– Мой муж был человеком состоятельным, – сказала Карин, заметив удивление Дру. – Он не только прикидывался торговцем бриллиантами, но действительно занимался этим со свойственным ему élan.[42]
– Видимо, он был незаурядным человеком.
– Не просто незаурядным, а одаренным, – сказала де Фрис. – Садитесь, пожалуйста, мсье Лэтем. Не хотите ли чего-нибудь выпить?
– Поскольку в том кафе, куда вы пригласили меня, давали только кислятину, я с благодарностью принимаю ваше приглашение.
– У меня есть шотландское виски.
– Тогда я принимаю ваше приглашение с восторгом.
– Очень рада. – Де Фрис подошла к зеркальному бару. – Фредди всегда говорил, что в доме должно быть четыре вида напитков. – Она сняла крышку с ведерка со льдом и достала бутылку. – Красное вино комнатной температуры, белое охлажденное вино – крепленое и сухое хорошего качества, а также шотландское виски для англичан и бурбон для американцев.
– А как насчет немцев?
– Любое пиво – они, говорил он, пьют всякое. Но Фредди, как я упоминала, был крайне пристрастен.
– Но он наверняка знал и других немцев.
– Natürlich.[43] Он утверждал, что они лезут из кожи вон, подражая англичанам. Виски – подразумевается шотландское, безо льда, хотя немцы предпочитают со льдом. – Она подала Дру стакан и указала на кресло: – Садитесь же, мсье Лэтем, нам надо кое-что обсудить.
– Вы узурпируете мои права, – сказал Дру, опускаясь в мягкое кожаное кресло напротив светло-зеленого бархатного диванчика, на который села Карин. – А вы не составите мне компанию? – спросил он, слегка приподнимая свой стакан.
– Возможно, потом, если это «потом» будет.
– Вы говорите загадками, леди.
– Все зависит от точки зрения. Вам я кажусь загадкой, так же как вы мне. Вы – и американская разведка. А я – само простодушие.
– Мне кажется, это требует пояснения, миссис де Фрис.

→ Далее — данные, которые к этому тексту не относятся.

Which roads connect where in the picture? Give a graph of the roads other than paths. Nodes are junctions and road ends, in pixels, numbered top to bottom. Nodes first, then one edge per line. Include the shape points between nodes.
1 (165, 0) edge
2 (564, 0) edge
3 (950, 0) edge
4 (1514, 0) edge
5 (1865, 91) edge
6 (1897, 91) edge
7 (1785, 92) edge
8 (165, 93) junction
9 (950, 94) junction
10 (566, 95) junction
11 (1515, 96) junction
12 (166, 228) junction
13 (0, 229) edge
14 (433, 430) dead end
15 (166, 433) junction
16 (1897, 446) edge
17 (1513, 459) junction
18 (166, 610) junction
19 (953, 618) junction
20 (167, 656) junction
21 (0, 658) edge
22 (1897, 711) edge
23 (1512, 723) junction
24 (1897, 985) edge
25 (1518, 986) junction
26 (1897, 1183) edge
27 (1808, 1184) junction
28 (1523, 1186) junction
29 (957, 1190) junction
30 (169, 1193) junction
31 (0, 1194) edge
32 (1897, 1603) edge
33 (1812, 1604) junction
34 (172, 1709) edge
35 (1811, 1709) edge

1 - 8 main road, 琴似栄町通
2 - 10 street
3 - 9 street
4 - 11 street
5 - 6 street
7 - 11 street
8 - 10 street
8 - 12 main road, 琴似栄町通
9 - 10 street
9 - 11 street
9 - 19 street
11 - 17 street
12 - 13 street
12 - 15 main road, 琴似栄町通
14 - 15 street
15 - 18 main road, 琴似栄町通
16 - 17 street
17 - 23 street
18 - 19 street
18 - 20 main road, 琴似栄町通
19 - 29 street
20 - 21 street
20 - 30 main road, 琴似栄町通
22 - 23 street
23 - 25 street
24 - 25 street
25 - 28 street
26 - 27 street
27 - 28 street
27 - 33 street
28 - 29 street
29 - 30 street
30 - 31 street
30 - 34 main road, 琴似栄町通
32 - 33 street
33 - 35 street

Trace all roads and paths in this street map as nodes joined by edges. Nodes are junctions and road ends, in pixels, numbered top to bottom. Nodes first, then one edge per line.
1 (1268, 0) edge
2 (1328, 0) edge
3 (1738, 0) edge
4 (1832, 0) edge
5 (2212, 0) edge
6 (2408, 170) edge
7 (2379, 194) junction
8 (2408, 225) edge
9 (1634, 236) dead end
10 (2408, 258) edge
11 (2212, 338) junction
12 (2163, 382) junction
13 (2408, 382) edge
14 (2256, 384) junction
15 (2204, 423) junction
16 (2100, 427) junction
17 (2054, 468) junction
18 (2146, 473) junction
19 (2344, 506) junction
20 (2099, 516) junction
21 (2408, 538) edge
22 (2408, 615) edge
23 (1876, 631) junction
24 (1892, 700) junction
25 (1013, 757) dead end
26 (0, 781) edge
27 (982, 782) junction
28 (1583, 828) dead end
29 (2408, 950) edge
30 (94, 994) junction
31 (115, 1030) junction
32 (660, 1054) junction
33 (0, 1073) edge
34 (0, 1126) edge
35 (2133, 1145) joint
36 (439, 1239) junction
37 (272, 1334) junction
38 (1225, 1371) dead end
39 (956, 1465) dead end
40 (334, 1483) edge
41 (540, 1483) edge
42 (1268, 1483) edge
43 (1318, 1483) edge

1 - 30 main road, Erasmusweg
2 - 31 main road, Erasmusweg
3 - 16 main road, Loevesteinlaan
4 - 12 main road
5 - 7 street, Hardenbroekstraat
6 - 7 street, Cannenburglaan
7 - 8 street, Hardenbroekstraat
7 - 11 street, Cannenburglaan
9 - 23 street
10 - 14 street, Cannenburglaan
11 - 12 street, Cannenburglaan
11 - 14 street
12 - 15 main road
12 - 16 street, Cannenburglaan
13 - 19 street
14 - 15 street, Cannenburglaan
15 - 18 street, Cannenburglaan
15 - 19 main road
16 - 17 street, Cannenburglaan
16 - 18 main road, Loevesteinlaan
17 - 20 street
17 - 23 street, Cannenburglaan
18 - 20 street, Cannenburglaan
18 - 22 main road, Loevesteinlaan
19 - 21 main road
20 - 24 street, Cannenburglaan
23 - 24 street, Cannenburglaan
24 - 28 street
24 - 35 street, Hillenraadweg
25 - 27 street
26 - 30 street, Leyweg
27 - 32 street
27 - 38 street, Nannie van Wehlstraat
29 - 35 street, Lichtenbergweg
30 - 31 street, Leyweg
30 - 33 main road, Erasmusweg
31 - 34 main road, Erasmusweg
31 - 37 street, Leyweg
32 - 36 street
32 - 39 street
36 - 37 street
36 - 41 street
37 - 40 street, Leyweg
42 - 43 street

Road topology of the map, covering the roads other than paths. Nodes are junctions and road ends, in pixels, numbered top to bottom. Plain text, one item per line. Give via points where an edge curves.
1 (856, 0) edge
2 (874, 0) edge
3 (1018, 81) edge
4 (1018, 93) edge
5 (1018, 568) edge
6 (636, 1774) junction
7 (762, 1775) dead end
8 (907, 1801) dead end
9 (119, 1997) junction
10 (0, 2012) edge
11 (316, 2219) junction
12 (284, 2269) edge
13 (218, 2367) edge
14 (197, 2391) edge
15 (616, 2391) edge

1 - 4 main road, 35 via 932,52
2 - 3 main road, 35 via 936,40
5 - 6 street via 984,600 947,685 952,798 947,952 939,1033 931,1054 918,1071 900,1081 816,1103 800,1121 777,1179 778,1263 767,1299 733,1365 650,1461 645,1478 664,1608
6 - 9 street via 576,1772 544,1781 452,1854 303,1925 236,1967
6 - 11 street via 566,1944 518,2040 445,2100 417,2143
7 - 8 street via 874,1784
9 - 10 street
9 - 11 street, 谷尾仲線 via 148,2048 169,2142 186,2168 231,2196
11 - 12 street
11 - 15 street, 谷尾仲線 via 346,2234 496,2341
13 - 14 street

– Конечно, и вы его получите. Вы отправляете с секретным заданием необычайно талантливого агента, свободно владеющего пятью или шестью языками, и храните его пребывание в Европе в такой тайне, что он остается без всякого прикрытия. У него нет куратора, и значит, никто не несет за него ответственности, никто ничего не может ему посоветовать.
– Гарри всегда имел право выйти из игры, – возразил Лэтем. – Он разъезжал по всей Европе и по Ближнему Востоку. Он мог в любой момент позвонить в Вашингтон и сказать: «Все. Больше не могу». Он был бы не первым глубоко засекреченным агентом, вышедшим из игры.
– В таком случае вы не знаете собственного брата.
– Что вы хотите этим сказать? Черт побери, я же рос с ним.
– Профессионально?
– Нет, не в этом смысле. Мы работаем в разных подразделениях.
– Тогда вы понятия не имеете, что это за гончая.
– Гончая?..
– Он такой же фанатик-преследователь, как и те, кого он преследует.
– Он не любил нацистов. А кто их любит?
– Не в этом дело, мсье. Когда Гарри был куратором, активисты в Восточной Германии, оплачиваемые американцами, поставляли ему информацию, на основе которой он давал поручения своим агентам, таким, как мой муж. Впоследствии же ваш брат не имел такого преимущества. Он остался совсем один.
– Это было предусмотрено характером операции – полная изоляция. Он не мог оставить ни малейшего следа – даже я не знал его конспиративного имени, так в чем же проблема?
– У Гарри здесь не было людей, а у его врагов были свои люди в Вашингтоне.
– Что вы, черт подери, несете?
– Вы правильно заподозрили, что я знала, чем занят ваш брат, – кстати, его конспиративное имя Лесситер, Александр Лесситер.
– Что? – Потрясенный Дру даже подпрыгнул в кресле. – Откуда у вас эта информация?